Автомобиль миновал центральные улицы и въехал в другие – более узкие и темные. Изобилия вывесок там не наблюдалось. Впрочем, нет, вывески-то были, но иные: сделанные в основном в пронзительно-розовых или красных тонах неоновые рекламы, казалось, подмигивали из-за угла, обещая прямо или чуть завуалированно самые изощренные удовольствия мужчинам (да и женщинам) со знойным темпераментом и полным кошельком. Кое-где на зданиях ритмично двигались неоновые красотки, обнаженные или полуобнаженные; кое-где все скромно ограничивалось красными светильниками у подъезда и какой-нибудь афишей с очаровательной фото-девушкой, обещающей «лучший эротический массаж в стране – европейский, тайский, японский». Квартал удовольствий. Квартал красных фонарей, как называют подобные ему в других городах.

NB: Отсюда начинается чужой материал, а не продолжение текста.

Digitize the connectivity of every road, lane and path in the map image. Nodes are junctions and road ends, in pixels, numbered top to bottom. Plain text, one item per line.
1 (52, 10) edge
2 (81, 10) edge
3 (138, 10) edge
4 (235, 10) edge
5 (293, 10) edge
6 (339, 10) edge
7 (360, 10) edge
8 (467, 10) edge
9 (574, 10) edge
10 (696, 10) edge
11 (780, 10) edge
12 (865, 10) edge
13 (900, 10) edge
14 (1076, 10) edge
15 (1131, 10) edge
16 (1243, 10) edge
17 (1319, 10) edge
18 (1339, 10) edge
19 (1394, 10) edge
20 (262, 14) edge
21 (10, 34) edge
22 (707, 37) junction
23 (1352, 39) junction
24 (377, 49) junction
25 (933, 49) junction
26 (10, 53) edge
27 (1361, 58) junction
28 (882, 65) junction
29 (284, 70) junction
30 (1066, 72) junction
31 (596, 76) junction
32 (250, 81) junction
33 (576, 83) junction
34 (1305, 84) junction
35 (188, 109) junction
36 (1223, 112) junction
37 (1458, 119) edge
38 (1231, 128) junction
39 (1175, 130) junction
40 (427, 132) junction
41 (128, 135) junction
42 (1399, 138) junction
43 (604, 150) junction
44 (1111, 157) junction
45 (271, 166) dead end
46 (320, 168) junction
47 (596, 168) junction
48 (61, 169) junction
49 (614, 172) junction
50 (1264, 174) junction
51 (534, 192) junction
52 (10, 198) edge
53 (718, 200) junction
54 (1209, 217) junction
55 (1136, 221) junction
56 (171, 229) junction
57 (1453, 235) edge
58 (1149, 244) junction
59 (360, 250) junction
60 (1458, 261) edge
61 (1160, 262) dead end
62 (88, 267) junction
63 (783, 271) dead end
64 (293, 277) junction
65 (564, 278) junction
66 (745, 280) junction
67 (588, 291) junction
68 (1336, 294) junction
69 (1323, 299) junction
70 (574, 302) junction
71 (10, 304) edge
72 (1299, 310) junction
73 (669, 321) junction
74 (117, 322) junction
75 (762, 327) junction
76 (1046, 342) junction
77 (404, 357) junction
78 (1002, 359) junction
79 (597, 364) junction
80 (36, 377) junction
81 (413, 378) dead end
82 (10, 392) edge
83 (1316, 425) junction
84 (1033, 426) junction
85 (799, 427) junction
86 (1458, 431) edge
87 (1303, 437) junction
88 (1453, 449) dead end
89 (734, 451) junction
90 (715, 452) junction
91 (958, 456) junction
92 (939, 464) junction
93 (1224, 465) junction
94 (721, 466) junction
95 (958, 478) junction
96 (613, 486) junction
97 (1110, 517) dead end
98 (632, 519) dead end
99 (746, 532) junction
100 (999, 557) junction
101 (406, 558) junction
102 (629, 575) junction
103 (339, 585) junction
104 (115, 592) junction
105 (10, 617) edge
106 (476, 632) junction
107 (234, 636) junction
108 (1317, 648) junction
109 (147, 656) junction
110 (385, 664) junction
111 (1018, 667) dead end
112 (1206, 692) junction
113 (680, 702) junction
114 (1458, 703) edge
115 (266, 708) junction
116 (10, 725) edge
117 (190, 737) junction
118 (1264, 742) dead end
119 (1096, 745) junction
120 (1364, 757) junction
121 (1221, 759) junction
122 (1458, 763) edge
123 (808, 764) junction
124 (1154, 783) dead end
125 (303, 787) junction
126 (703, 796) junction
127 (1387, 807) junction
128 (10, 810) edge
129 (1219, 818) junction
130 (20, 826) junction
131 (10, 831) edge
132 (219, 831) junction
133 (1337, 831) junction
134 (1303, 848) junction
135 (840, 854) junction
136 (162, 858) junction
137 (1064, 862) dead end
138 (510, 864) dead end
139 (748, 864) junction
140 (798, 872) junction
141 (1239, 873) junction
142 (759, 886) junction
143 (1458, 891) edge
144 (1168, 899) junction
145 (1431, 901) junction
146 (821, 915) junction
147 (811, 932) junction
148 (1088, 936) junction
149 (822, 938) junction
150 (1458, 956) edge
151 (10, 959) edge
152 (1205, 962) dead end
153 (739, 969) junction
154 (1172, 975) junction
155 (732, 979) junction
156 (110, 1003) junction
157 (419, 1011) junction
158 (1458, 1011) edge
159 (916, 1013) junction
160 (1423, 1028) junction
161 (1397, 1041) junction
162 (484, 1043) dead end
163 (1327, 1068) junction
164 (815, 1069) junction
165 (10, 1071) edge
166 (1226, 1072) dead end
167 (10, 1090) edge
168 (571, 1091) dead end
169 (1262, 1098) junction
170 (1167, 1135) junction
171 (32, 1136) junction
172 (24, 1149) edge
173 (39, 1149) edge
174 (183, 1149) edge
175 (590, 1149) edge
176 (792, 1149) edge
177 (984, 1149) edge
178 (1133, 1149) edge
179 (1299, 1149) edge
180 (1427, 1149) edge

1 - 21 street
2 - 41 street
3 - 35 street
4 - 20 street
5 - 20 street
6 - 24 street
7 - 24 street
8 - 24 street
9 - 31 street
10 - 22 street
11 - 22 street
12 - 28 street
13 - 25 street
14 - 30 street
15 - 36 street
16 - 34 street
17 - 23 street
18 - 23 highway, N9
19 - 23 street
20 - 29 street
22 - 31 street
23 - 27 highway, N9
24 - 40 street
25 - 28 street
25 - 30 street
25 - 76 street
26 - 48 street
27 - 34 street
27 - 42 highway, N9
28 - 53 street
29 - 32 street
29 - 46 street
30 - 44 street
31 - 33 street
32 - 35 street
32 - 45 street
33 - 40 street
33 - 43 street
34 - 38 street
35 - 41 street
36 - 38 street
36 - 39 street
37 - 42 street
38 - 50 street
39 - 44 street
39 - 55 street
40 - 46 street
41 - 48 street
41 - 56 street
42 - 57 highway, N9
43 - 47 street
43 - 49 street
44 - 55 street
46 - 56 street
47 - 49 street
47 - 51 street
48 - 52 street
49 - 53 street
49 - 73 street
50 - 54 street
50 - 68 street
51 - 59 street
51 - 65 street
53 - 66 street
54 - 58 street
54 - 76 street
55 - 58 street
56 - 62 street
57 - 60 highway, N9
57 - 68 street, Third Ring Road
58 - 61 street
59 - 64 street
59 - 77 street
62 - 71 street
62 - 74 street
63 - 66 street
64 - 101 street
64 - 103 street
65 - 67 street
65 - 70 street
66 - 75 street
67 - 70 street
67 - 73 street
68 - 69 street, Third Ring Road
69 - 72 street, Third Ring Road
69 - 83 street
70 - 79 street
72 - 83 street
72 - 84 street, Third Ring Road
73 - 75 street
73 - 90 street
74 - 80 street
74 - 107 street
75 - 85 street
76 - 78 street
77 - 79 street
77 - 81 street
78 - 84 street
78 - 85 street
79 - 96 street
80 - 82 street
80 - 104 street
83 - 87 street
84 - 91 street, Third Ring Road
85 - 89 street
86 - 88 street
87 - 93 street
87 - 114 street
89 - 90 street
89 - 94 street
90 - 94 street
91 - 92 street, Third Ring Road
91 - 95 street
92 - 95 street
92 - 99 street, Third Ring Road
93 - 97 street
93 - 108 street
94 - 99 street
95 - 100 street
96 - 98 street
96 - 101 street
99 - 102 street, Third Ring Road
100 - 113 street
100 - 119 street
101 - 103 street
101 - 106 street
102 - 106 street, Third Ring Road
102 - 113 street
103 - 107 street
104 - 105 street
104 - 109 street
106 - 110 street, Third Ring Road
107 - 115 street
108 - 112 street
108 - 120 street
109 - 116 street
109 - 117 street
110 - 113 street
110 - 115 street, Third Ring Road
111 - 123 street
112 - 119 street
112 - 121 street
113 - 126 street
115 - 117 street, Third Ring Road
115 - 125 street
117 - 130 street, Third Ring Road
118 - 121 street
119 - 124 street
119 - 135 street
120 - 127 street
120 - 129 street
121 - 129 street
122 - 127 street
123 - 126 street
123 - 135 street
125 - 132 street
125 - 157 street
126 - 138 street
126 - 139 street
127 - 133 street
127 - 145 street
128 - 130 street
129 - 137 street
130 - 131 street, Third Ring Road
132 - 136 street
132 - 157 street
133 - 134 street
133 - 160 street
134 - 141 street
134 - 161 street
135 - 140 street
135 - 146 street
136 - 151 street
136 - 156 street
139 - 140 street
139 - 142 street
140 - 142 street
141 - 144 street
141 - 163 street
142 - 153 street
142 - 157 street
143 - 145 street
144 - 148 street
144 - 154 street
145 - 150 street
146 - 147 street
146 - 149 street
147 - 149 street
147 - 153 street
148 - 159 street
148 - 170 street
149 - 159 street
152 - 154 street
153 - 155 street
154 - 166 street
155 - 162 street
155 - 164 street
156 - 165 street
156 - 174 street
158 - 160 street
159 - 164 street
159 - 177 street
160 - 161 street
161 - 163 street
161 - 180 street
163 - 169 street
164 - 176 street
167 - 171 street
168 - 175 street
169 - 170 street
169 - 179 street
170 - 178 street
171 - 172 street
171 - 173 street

На тротуаре попадались местные жительницы, или, скорее, «труженицы»: юные и не очень «фемины» – блондинки, брюнет ки, шатенки в умопомрачительных мини-юбках и разноцветных блестящих платьишках, обтягивающих аппетитные формы. Яркие, бросающиеся в глаза создания, для того и живущие, чтобы привлекать… и привлекающие, чтобы жить. Казалось, дождик им не помеха.
Автомобиль «ауди» продолжал свой путь – все так же, не торопясь, как будто всматриваясь светом фар в мелькающие фигуры полуобнаженных девушек. Некоторое время спустя он остановился возле одного из многочисленных тускловатых фонарей. Стекло водительской двери медленно поползло вниз, и к машине тут же подскочила девушка в ботфортах и красных с блестками шортах. Белый полупрозрачный топик не скрывал, а скорее подчеркивал изящную фигурку; черные волосы, стриженные под пажа, поблескивали, словно антрацит, в желтом фонарном свете. Многочисленные дешевые, но яркие пластмассовые браслеты на обнаженных тонких руках глухо постукивали, когда девушка двигалась. Возраст было невозможно определить – девушке могло оказаться как двадцать, так и тридцать и даже более лет: под толстым слоем косметики, да еще ночью, никто бы не сказал наверняка. И как никогда в данном случае подходили стихи, сложенные небрежно однажды незнакомым поэтом со звучным иностранным псевдонимом, что в переводе означало бы «крайности»:
Всю красоту со многих женщин можно смыть водой,
На первый взгляд, дотронувшись слегка рукой
До нужных отложений!
Стереть с ресниц, с бровей и с губ все то,
Что нанесли помадными слоями,
Что нарисовано с утра старательно кругами!
Стереть со щек крема, с волос – все завитушки,
Тихонько вынуть из ушей цепные побрякушки
И смыть на шее родинки и все сердечки-мушки!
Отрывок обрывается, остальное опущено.